### WORK REQUIRED
Below are records; copy every line in them that holds the word "Answer".

### INFORMATION SHOWN
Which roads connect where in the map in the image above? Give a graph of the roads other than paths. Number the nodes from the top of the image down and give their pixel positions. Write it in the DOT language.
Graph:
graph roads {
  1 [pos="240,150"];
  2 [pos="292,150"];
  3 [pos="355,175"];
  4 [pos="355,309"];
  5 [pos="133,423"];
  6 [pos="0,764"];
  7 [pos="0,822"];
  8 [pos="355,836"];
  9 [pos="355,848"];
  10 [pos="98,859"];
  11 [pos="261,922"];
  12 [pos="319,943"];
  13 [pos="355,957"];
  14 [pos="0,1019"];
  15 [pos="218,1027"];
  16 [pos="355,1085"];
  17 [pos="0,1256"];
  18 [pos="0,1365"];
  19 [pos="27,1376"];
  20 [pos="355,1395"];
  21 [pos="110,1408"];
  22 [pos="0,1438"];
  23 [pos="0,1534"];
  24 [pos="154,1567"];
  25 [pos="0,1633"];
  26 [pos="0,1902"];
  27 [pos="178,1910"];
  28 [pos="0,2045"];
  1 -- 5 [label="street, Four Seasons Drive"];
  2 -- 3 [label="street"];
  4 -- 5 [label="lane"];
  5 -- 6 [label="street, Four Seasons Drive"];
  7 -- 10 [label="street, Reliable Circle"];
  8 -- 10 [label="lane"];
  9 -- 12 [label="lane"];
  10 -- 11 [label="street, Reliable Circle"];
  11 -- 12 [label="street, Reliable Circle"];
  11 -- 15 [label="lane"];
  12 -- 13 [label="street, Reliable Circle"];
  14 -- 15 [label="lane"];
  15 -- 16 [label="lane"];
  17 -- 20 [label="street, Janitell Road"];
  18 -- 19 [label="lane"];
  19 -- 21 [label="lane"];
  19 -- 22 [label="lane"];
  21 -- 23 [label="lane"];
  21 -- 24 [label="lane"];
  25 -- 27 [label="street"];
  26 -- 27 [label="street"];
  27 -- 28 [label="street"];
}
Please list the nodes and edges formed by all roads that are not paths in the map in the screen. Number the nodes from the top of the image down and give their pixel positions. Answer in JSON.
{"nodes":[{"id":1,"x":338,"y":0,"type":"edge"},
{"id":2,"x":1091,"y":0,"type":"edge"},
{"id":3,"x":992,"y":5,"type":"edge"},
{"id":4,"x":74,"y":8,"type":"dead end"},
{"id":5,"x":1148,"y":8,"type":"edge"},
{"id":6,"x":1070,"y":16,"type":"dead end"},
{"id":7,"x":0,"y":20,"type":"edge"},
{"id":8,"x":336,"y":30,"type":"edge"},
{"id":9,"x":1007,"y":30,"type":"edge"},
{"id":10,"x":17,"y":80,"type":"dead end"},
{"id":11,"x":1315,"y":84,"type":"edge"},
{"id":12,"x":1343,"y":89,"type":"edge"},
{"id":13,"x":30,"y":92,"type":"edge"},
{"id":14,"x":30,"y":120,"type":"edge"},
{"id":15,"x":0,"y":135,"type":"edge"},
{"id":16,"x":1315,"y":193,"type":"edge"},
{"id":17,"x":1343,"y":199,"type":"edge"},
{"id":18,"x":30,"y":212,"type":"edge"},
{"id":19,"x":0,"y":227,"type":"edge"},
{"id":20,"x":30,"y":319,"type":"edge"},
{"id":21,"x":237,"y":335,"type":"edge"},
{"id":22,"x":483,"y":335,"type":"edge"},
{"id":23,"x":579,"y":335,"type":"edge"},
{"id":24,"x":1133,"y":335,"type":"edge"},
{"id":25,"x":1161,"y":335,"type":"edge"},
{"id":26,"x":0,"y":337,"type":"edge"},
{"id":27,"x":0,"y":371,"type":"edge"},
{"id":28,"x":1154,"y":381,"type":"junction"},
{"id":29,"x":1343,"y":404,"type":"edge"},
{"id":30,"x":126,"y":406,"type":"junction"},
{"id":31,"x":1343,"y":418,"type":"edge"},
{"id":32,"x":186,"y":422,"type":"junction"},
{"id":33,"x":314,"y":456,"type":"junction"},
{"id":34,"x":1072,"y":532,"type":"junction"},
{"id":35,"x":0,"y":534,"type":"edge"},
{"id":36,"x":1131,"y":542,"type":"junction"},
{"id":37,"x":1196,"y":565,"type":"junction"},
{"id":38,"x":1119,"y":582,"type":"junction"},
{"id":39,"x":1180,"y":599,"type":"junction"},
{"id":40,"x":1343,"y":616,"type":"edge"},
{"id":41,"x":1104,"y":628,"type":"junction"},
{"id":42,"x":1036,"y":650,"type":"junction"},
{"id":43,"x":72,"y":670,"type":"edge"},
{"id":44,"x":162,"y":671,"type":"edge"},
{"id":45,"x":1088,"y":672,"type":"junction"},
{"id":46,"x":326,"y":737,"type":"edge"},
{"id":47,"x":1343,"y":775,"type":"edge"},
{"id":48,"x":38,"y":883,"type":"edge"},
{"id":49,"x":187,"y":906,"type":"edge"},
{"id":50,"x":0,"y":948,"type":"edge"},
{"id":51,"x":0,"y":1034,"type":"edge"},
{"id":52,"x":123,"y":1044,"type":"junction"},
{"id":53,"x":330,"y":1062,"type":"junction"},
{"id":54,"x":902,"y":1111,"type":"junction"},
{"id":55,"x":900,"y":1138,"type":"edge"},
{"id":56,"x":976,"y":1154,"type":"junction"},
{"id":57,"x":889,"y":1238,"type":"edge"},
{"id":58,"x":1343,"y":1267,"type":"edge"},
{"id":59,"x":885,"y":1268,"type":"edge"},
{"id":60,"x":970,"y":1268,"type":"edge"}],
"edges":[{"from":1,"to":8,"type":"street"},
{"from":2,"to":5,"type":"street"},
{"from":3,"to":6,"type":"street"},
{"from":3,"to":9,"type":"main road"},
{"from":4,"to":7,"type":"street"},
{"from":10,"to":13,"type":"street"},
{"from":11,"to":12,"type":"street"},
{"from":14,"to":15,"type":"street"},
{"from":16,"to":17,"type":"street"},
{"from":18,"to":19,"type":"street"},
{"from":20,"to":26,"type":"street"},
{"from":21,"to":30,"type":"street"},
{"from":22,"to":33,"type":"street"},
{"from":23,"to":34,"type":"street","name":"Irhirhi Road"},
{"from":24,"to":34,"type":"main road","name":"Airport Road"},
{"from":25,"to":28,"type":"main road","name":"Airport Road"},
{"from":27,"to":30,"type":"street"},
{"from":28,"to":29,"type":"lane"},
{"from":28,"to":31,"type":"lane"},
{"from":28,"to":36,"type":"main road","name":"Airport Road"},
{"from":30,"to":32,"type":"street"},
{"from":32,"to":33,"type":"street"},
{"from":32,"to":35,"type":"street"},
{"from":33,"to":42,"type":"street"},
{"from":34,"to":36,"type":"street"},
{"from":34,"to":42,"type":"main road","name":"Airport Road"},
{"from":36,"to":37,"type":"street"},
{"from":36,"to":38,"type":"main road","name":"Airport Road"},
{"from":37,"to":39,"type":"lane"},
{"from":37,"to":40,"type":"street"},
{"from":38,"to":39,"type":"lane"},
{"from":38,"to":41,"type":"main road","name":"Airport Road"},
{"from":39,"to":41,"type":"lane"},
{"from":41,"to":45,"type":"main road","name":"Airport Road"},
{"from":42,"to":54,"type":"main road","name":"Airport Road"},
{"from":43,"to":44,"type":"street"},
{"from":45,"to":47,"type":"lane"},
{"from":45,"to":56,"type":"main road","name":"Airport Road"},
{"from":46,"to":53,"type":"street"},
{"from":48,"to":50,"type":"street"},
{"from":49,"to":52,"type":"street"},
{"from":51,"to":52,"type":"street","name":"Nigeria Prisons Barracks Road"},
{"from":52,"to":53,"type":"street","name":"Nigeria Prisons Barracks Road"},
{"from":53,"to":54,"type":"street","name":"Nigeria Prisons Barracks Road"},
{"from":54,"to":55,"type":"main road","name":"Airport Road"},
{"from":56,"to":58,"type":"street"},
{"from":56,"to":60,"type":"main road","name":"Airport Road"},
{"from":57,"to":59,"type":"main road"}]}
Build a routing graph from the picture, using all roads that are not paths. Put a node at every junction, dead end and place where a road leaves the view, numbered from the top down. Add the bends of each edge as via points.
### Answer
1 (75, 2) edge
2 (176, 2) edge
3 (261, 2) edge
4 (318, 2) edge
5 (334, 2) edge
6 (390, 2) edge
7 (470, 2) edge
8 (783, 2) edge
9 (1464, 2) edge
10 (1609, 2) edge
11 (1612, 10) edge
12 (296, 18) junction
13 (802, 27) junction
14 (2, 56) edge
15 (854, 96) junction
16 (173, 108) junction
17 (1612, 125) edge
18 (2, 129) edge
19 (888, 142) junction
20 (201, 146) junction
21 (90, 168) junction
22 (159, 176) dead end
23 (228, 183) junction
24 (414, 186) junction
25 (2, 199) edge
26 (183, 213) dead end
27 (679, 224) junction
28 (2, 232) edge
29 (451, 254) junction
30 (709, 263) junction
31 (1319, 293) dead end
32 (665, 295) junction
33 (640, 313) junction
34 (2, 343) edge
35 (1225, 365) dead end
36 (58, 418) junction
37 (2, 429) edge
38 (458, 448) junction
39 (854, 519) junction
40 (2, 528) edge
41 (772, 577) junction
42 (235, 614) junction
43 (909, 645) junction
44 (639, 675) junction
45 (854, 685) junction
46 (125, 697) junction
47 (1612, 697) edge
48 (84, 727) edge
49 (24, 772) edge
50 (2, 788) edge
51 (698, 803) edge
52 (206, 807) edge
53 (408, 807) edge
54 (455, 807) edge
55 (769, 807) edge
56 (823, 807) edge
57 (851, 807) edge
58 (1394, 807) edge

### OUTPUT FOR THIS TASK
Please list the nodes and edges formed by all roads that are not paths in the map in the screen. Number the nodes from the top of the image down and give their pixel positions. Answer in JSON.
### Answer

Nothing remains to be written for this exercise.